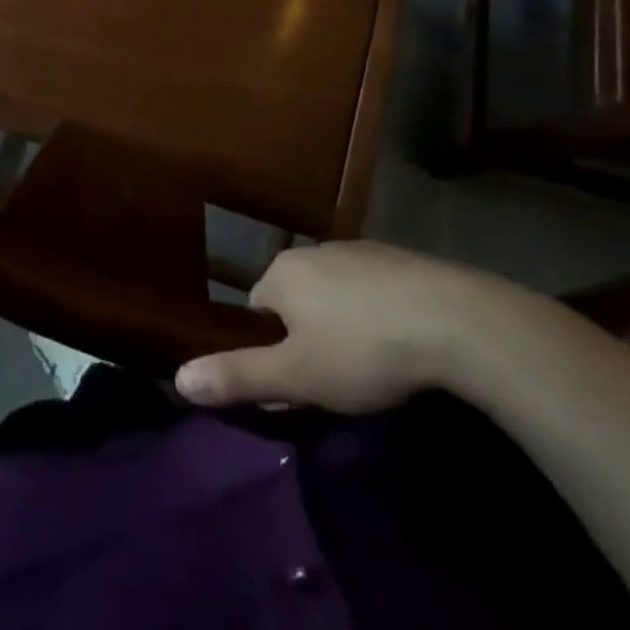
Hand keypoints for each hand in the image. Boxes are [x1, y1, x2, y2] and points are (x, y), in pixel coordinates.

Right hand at [175, 241, 547, 413]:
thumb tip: (178, 377)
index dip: (270, 346)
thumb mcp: (296, 376)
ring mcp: (356, 250)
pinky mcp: (396, 257)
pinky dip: (374, 309)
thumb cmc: (362, 349)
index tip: (295, 380)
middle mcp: (312, 251)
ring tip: (368, 362)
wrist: (450, 319)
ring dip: (340, 320)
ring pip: (332, 290)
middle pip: (294, 296)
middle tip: (331, 377)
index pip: (255, 307)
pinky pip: (369, 286)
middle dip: (305, 332)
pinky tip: (399, 339)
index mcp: (282, 273)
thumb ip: (238, 376)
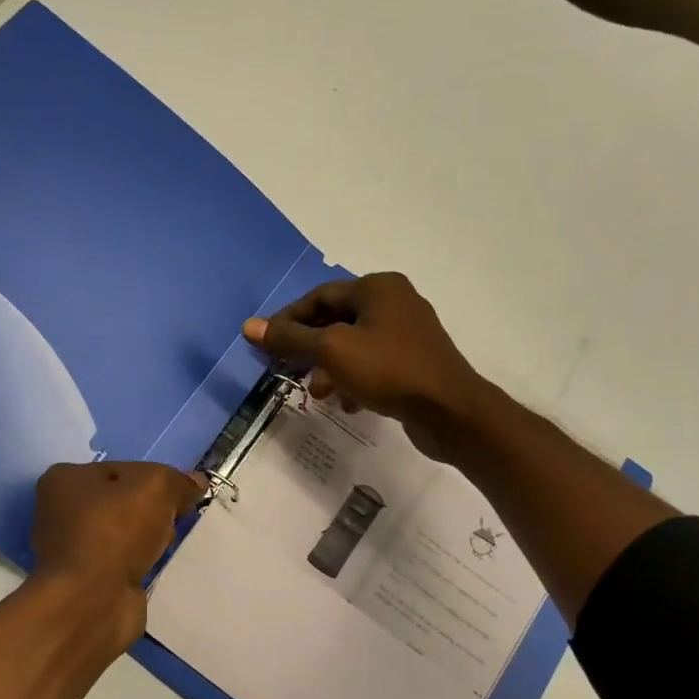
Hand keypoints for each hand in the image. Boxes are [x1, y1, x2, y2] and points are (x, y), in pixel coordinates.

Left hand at [30, 461, 205, 600]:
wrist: (92, 601)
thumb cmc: (116, 531)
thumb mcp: (156, 487)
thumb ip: (178, 481)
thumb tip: (195, 482)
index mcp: (65, 479)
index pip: (123, 469)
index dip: (157, 479)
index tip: (182, 495)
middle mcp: (61, 511)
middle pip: (123, 501)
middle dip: (153, 510)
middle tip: (176, 520)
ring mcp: (72, 549)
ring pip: (125, 533)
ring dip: (148, 538)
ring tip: (167, 545)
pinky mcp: (86, 580)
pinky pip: (123, 562)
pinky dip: (140, 563)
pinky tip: (156, 566)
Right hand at [243, 273, 490, 459]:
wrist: (449, 410)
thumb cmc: (388, 370)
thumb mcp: (332, 351)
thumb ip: (290, 339)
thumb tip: (249, 326)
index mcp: (377, 288)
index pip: (320, 296)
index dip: (288, 319)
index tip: (265, 343)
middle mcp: (395, 302)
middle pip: (337, 320)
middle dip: (309, 347)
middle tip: (285, 368)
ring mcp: (409, 333)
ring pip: (354, 346)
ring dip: (330, 368)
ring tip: (317, 393)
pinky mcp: (416, 362)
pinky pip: (374, 365)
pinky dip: (355, 380)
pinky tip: (347, 403)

● Exercise prompt:
Instructions for the copy: start at the first entry, stop after the line containing "middle tip: (331, 377)", keep every line exact, and drop the pictures.

● Answer space:
Hand keypoints for each hand in the image. Boxes are [x1, y1, x2, y2] and points are (x, y), in pixel coordinates.

Right hand at [175, 241, 547, 413]:
thumb tip: (178, 377)
index dip: (270, 346)
thumb mcp: (296, 376)
ring mcp: (356, 250)
pinky mcp: (396, 257)
pinky dip: (374, 309)
thumb cmc: (362, 349)
index tip: (295, 380)
middle mcp: (312, 251)
ring tip: (368, 362)
wrist: (450, 319)
ring dip: (340, 320)
ring pip: (332, 290)
middle pip: (294, 296)
middle tip: (331, 377)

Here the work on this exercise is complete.